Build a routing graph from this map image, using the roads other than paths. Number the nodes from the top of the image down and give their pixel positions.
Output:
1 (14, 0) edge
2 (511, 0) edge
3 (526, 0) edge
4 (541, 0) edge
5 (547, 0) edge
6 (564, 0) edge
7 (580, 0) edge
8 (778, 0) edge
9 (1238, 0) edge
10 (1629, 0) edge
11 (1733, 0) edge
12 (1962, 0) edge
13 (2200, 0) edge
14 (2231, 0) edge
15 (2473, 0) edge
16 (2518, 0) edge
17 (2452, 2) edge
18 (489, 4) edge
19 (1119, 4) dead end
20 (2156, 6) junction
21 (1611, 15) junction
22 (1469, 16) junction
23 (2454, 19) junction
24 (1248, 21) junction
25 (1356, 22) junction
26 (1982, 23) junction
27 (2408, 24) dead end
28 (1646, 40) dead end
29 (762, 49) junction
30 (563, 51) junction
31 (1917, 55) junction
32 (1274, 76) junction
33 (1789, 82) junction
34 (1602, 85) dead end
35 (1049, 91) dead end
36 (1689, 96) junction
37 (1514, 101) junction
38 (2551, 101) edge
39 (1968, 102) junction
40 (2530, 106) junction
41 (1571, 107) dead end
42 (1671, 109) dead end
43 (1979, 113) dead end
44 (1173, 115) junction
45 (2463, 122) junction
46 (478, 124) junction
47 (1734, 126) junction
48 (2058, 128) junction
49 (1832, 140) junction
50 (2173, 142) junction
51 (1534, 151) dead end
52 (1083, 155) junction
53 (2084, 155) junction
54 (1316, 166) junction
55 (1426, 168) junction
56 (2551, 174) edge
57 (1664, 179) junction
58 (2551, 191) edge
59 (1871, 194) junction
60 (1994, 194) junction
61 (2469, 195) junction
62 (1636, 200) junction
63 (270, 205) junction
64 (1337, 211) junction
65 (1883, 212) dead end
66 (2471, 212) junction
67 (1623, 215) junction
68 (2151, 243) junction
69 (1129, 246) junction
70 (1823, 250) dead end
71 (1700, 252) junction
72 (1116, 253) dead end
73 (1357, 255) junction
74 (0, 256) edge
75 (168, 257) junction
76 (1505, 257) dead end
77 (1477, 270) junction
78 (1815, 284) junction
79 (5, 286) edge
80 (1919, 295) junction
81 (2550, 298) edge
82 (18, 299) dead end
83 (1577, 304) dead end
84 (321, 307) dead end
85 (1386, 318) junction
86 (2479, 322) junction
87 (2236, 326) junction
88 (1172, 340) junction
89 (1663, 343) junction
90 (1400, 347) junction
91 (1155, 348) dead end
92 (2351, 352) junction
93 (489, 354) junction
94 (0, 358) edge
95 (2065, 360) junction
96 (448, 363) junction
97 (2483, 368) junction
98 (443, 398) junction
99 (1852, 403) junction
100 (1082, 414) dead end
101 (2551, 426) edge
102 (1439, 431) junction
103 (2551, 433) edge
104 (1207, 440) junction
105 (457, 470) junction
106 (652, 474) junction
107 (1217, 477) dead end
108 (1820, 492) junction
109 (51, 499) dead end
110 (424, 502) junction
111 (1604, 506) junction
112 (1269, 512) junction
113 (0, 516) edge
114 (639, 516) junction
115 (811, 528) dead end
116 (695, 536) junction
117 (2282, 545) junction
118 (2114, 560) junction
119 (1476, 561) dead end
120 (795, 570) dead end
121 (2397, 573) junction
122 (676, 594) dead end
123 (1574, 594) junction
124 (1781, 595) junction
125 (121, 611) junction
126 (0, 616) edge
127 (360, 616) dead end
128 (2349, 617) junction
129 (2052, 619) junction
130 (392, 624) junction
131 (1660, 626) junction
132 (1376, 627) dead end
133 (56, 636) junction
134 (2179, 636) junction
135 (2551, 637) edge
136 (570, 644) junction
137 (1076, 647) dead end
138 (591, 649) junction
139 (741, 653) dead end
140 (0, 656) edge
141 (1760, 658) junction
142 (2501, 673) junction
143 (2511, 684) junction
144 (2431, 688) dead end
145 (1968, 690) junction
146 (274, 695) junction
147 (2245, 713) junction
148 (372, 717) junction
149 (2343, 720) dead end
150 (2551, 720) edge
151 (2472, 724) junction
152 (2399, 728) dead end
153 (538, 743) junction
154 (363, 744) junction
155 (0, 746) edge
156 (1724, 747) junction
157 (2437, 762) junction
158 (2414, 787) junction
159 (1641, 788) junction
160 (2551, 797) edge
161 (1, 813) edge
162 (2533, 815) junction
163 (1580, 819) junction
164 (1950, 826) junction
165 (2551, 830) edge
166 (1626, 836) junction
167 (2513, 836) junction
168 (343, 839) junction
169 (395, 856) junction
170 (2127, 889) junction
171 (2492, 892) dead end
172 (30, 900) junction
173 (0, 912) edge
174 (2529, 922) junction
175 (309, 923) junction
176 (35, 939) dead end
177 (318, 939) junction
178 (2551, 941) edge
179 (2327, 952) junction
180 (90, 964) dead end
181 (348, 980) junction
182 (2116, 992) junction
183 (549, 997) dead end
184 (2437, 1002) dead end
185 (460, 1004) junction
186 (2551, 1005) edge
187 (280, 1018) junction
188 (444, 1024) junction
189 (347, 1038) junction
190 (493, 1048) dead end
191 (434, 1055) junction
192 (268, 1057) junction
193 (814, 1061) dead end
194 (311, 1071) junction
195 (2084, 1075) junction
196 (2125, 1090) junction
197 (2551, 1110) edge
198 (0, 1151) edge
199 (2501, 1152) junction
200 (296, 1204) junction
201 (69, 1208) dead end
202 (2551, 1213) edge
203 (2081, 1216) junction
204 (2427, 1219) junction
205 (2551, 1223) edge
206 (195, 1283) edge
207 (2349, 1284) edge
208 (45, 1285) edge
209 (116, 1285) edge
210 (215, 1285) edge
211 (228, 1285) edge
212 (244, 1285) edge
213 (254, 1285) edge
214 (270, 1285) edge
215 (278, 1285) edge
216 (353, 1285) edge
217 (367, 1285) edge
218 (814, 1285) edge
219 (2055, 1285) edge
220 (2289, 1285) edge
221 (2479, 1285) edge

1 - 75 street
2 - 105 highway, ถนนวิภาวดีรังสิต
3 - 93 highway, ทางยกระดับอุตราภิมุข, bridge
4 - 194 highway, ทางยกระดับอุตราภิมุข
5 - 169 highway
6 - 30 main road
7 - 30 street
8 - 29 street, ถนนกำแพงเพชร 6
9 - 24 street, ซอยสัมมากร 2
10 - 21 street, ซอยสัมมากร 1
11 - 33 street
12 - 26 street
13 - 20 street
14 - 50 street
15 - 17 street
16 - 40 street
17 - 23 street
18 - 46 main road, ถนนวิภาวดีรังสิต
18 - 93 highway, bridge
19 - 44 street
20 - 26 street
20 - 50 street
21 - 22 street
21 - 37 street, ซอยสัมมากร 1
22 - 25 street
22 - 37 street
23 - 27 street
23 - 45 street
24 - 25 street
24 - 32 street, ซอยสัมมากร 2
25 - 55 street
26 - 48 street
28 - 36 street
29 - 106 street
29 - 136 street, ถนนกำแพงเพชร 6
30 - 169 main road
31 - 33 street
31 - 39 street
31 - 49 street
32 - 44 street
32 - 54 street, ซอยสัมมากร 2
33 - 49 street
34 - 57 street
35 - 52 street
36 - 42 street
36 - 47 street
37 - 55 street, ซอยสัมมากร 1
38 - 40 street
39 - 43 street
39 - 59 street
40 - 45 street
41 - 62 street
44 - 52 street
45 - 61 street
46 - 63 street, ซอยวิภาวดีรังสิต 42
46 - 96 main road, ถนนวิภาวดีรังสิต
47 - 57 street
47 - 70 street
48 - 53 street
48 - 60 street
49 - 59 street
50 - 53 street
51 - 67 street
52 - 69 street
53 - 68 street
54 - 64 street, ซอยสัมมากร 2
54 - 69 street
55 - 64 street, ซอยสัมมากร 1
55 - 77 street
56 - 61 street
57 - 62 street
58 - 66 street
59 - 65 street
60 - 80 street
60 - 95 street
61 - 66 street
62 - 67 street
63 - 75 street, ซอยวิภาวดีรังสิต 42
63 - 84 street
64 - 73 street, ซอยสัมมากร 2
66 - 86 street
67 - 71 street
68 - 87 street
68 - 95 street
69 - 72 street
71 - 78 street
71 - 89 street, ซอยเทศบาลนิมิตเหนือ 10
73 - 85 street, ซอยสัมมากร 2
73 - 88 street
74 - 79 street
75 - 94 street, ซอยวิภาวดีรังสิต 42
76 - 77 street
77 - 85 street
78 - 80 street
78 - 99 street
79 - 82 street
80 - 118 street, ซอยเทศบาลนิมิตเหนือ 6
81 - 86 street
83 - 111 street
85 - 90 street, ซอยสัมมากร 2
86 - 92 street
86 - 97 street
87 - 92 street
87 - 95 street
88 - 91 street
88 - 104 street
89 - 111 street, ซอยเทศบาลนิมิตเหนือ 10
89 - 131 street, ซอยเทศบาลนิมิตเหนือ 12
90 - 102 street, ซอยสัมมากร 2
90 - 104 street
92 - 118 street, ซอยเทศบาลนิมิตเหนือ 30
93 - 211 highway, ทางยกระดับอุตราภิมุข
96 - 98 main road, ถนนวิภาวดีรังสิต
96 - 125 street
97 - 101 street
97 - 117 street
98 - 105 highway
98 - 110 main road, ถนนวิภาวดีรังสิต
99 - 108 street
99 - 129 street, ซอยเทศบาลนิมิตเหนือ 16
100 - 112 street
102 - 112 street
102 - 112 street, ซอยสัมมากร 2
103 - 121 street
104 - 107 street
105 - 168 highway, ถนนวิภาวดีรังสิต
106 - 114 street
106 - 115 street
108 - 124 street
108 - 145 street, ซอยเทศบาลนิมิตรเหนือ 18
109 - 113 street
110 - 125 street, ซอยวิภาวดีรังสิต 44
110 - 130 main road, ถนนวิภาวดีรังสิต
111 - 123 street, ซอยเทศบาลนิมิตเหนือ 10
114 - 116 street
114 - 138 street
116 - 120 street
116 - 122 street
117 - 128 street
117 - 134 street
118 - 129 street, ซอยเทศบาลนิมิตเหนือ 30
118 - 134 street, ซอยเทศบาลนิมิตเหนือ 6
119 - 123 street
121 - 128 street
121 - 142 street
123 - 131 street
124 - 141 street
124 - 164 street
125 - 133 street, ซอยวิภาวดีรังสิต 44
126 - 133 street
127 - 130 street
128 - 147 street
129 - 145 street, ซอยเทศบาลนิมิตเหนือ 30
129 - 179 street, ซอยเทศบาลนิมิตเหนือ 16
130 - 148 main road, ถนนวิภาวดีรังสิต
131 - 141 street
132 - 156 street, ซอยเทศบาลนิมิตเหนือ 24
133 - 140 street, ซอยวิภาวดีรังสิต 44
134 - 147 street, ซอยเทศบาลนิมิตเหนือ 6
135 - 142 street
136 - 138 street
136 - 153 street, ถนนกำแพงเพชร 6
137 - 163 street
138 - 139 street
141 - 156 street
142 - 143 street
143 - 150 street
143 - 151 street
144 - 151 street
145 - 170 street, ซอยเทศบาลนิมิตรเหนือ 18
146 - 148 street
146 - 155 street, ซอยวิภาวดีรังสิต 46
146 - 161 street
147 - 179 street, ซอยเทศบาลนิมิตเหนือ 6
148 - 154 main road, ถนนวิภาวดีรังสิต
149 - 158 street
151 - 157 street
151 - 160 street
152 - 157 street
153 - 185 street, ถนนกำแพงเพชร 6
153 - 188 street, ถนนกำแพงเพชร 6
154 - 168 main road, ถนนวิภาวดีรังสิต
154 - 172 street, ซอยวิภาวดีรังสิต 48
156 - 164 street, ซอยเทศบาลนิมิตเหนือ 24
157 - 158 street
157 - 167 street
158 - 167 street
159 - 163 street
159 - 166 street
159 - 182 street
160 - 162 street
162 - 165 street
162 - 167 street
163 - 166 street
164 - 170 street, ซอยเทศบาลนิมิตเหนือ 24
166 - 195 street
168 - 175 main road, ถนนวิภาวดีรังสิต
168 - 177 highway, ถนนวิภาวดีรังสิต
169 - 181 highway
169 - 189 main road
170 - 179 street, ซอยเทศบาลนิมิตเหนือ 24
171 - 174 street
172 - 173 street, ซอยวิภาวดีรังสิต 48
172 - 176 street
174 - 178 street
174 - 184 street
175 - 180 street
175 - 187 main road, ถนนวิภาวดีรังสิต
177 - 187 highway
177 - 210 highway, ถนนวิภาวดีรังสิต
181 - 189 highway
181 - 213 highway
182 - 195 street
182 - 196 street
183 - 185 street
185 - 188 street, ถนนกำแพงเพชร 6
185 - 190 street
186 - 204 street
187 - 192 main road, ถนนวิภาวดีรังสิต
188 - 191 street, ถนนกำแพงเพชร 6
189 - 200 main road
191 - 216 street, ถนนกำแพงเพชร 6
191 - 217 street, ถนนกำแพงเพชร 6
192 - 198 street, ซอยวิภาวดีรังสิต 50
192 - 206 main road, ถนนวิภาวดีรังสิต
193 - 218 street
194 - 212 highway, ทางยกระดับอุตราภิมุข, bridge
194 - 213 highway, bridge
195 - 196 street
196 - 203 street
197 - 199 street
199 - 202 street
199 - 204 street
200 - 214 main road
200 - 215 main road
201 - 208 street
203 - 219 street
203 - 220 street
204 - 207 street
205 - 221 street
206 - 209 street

----

§ **Task**: What lines in the material mention "ตราภ"? Copy every one of them.

§ **Problem solution**:
3 - 93 highway, ทางยกระดับอุตราภิมุข, bridge
4 - 194 highway, ทางยกระดับอุตราภิมุข
93 - 211 highway, ทางยกระดับอุตราภิมุข
194 - 212 highway, ทางยกระดับอุตราภิมุข, bridge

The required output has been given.